Stern clearly loved words himself. He loved language. He loved writing. And he loved teaching. He was a big man with a big laugh, a great smile, and a wonderful glint in his eye. I remember how he spent one entire class session reading Flannery O’Connor’s 1955 short story “The Life You Save May Be Your Own” to us. To this day I can hear the emphatic tone of his voice and can picture the energized gestures of his body as he came to the closing lines that describe how “fantastic raindrops, like tin-can tops, crashed over the rear of Mr. Shiftlet’s car.” And then, “Very quickly he stepped on the gas and with his stump sticking out the window he raced the gathering shower into Mobile.”
I also remember clearly the day Stern walked into class, overflowing with enthusiasm, to tell us that he had just finished reading the manuscript of a friend’s new novel. After giving us a sense of the novel’s structure and basic plot, he predicted with certainty that the book’s appearance would be the publishing event of the year, whenever that would be. The book was Saul Bellow’s (X’39) Herzog, and of course Stern was correct in his assessment.
Our final assignment for the course was to prepare our own pieces of creative writing, from which he would select a “winner” to be published in the student literary journal of the time, called, I believe, the Phoenix. In my case the submission was a short story, and of all of the submissions from the class, mine was the one he picked. The manuscript was misplaced in the journal’s offices and the story never appeared in print.
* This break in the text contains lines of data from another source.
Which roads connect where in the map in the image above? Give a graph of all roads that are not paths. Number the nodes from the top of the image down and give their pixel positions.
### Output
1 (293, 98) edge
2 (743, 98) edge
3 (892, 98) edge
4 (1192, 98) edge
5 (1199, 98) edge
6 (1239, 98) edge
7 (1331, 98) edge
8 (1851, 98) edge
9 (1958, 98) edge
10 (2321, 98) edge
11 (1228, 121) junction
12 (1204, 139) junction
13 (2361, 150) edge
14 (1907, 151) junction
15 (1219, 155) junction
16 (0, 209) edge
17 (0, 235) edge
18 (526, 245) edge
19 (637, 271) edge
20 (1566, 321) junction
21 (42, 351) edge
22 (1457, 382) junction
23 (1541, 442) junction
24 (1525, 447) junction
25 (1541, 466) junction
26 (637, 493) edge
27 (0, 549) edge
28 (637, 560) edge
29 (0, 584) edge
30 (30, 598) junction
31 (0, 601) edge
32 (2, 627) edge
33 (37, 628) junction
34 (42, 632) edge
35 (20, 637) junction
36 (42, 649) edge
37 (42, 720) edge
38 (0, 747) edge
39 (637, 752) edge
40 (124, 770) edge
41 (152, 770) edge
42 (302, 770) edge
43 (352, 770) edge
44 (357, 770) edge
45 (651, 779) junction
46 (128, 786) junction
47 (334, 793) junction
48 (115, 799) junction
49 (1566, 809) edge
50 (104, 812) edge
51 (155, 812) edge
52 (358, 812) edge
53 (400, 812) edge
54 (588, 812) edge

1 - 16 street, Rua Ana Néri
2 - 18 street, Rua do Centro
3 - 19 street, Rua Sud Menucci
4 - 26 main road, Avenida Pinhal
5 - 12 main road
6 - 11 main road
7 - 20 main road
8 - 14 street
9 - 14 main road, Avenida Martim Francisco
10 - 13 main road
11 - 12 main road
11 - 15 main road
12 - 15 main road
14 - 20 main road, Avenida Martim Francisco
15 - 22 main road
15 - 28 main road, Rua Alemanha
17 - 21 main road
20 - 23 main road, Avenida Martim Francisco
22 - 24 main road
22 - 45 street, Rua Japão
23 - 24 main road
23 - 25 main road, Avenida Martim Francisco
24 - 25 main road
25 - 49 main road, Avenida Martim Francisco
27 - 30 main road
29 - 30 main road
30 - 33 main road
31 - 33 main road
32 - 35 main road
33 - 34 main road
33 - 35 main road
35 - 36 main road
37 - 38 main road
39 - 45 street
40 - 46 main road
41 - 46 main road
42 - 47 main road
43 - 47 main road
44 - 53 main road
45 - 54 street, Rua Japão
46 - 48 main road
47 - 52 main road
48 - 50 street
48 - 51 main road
But the fact that he had picked it remains a source of pride.
Stern’s first novel, Golk (1960), was published during my undergraduate years at the University, as was his second, Europe; or, Up and Down with Schreiber and Baggish (1961). (I still have the copies of those books that I purchased and read as soon as they came out.) Replicating but by no means imitating the peregrinations of the eponymous heroes of the latter book, in the summer following graduation, I traveled abroad, and who should I bump into on the streets of Rome but Dick Stern himself. He couldn’t have been friendlier. Whatever he was involved in at the moment, he said he would free himself up for the evening and invited me to join him at a well-known café.
It was a glorious evening, rich with conversation about books, writing, Rome, and life in general. I sensed it then, but as the years went by came to appreciate even more how gracious, warm, and forthcoming it was of him to spend that time with a wandering former student.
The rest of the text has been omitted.